Let-7a suppresses Ewing sarcoma CSCs’ malignant phenotype via forming a positive feedback circuit with STAT3 and lin28

Abstract Background：Cancer stem cells (CSCs) have been documented to be closely related with tumor metastasis and recurrence, and the same important role were identified in Ewing Sarcoma (ES). In our previous study, we found that let-7a was repressed in ES. Herein, we further identified its putative effects in the CSCs of ES. Methods：Side population (SP) cells were isolated from ES cell lines A673 and SK-ES-1 via fluorescence-activated cell sorting (FACS) Assays and then identified.

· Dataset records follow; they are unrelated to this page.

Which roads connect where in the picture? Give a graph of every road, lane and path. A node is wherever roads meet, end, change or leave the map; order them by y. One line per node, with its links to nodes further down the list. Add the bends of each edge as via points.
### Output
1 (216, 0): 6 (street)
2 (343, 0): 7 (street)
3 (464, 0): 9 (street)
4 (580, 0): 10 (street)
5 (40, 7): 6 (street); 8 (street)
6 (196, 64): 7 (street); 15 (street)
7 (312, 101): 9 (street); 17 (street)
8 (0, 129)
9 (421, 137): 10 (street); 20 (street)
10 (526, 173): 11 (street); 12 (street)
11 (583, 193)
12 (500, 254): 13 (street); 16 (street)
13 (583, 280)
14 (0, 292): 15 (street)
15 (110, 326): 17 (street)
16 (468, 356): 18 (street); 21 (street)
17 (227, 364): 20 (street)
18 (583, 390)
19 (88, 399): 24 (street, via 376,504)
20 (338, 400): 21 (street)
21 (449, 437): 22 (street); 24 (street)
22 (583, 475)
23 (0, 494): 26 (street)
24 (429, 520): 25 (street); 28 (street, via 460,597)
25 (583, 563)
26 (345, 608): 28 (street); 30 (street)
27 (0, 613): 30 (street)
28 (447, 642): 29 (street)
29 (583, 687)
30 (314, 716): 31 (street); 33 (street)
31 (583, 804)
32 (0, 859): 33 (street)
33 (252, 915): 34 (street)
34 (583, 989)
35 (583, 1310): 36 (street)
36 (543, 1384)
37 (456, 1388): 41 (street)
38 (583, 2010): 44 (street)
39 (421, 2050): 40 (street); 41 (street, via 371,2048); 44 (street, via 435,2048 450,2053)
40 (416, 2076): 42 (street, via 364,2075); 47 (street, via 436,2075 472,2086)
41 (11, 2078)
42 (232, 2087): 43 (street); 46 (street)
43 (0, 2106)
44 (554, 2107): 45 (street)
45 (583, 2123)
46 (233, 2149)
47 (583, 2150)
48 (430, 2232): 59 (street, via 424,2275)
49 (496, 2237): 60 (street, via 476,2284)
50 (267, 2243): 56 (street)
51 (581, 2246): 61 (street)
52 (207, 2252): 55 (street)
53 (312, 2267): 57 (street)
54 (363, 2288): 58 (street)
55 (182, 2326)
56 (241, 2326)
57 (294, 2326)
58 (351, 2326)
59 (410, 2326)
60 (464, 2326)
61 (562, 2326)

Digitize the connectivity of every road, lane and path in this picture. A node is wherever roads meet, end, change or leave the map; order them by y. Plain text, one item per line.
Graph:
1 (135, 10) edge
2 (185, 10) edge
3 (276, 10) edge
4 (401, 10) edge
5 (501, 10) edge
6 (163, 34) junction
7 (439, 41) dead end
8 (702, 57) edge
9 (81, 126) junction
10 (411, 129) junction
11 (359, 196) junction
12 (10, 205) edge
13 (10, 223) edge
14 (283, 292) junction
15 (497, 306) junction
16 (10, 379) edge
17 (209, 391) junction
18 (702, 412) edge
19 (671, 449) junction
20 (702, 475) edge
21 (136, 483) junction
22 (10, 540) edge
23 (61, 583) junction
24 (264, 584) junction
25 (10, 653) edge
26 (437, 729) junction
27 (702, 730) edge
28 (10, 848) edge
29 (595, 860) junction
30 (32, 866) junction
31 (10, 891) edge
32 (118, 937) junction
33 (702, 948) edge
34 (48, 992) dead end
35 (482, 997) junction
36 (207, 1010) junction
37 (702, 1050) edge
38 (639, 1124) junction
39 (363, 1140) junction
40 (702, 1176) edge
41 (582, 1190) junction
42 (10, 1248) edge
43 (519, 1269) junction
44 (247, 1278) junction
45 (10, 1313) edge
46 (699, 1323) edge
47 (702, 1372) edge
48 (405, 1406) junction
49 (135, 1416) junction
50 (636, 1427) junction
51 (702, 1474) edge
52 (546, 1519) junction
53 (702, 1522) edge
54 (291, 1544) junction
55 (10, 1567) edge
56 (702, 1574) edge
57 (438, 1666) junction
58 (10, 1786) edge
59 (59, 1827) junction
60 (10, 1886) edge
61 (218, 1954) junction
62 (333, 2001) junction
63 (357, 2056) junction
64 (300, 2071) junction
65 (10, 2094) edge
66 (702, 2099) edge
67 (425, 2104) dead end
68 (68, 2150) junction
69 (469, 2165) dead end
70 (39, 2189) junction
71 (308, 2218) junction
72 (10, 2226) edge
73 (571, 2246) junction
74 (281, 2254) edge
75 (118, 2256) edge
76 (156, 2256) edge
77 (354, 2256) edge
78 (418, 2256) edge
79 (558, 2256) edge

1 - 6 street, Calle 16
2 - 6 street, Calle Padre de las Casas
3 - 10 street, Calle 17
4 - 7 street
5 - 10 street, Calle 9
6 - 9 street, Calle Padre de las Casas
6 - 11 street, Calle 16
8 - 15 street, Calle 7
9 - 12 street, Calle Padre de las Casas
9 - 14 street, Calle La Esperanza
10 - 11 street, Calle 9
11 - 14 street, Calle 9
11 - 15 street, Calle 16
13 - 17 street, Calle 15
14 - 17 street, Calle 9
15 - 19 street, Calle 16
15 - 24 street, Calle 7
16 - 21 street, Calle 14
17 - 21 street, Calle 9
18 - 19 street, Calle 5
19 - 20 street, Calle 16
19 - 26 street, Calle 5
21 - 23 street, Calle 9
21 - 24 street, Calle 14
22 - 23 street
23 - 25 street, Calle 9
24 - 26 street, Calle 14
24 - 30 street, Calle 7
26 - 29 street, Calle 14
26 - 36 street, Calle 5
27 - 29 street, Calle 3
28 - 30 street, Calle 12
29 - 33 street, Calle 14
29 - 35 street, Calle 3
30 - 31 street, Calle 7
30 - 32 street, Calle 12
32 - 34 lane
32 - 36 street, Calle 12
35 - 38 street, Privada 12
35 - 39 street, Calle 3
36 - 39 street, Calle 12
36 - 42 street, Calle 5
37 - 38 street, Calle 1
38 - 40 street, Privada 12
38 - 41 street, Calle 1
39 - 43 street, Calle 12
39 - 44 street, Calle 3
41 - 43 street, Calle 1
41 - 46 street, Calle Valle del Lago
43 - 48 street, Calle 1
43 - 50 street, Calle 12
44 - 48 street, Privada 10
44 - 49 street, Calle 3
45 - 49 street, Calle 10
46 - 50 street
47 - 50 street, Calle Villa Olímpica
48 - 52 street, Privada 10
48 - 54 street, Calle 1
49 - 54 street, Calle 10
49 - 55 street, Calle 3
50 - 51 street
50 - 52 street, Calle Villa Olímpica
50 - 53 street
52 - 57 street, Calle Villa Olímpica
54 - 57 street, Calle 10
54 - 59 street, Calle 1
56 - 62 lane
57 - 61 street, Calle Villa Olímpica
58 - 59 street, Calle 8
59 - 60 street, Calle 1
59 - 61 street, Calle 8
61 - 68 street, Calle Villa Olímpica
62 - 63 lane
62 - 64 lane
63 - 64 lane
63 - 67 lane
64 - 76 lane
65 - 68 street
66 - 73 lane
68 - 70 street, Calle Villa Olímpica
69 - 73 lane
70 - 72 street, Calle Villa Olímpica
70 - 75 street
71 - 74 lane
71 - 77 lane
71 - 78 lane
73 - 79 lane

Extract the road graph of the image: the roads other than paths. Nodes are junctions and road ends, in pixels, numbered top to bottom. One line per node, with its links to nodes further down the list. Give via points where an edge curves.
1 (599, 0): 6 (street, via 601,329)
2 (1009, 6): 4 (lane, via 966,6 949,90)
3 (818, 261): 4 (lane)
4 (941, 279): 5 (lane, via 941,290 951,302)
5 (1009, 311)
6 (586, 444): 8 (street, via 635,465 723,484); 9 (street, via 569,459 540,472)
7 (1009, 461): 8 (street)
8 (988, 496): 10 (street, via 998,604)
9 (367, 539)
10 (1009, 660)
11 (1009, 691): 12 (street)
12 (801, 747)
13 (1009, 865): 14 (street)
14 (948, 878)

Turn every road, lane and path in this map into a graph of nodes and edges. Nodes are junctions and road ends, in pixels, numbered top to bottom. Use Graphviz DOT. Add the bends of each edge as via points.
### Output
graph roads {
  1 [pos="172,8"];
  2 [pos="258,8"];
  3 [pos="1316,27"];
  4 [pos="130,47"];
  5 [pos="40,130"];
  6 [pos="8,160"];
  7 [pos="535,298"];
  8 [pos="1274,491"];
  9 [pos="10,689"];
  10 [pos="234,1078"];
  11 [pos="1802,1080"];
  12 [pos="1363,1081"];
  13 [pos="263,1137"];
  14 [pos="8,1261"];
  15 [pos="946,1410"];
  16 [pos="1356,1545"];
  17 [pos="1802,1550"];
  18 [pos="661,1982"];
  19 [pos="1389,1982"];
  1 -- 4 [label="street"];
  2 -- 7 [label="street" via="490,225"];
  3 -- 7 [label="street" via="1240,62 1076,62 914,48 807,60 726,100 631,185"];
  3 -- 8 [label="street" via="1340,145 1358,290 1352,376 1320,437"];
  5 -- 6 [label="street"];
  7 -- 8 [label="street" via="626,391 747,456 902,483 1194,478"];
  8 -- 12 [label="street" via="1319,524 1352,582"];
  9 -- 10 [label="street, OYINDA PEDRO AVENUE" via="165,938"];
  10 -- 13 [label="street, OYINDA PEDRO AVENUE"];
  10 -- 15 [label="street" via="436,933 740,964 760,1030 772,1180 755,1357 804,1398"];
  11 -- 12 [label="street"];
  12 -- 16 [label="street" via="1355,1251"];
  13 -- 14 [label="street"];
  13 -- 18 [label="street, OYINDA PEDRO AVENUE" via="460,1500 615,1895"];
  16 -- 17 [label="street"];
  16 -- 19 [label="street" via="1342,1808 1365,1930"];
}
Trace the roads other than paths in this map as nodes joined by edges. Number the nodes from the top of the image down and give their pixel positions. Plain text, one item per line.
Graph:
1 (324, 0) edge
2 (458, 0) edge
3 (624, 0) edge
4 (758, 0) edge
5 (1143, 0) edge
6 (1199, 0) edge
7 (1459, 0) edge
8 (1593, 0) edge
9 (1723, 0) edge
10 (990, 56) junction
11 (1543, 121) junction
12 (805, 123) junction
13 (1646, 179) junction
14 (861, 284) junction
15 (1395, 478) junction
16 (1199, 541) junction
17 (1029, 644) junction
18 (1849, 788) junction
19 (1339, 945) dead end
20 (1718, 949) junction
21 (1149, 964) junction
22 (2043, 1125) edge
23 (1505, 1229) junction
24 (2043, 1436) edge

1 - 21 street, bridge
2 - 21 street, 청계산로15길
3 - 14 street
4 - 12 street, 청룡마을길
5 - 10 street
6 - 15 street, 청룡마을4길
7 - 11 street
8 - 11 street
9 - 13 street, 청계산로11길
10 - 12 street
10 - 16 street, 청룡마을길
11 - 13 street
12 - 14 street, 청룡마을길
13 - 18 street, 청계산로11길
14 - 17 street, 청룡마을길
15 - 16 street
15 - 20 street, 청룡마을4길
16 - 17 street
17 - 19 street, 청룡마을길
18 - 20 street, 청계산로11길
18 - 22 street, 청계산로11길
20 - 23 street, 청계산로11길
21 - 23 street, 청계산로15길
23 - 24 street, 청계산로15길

The expression of let-7a, signal Transducer and Activator of Transcription 3 (STAT3) and lin28 were detected by Real-time qPCR and western blotting. Cell colony formation assay and cell invasion assays were performed to detected the effect of let-7a on the malignant phenotype of ES SP cells. Finally, we injected the let-7a or scramble mimic into the xenograft tumors in nude mice to evaluated its effects on the growth of ES SP cells in vivo.Results：The expression of let-7a was consistently suppressed in the separated ES SP cells, which were identified to contain the characteristics of the stem cells. The ability of colony formation or invasion of ES SP cells was suppressed in vitro when we restored the expression of let-7a. The same results were found in the tumor growth of ES SP cells’ xenograft mice in vivo. Furthermore, we found STAT3 and lin28 were involved in the suppressive effects.Conclusion：Let-7a, STAT3 and lin28 might form a positive circuit to regulate the malignant phenotype of ES CSCs.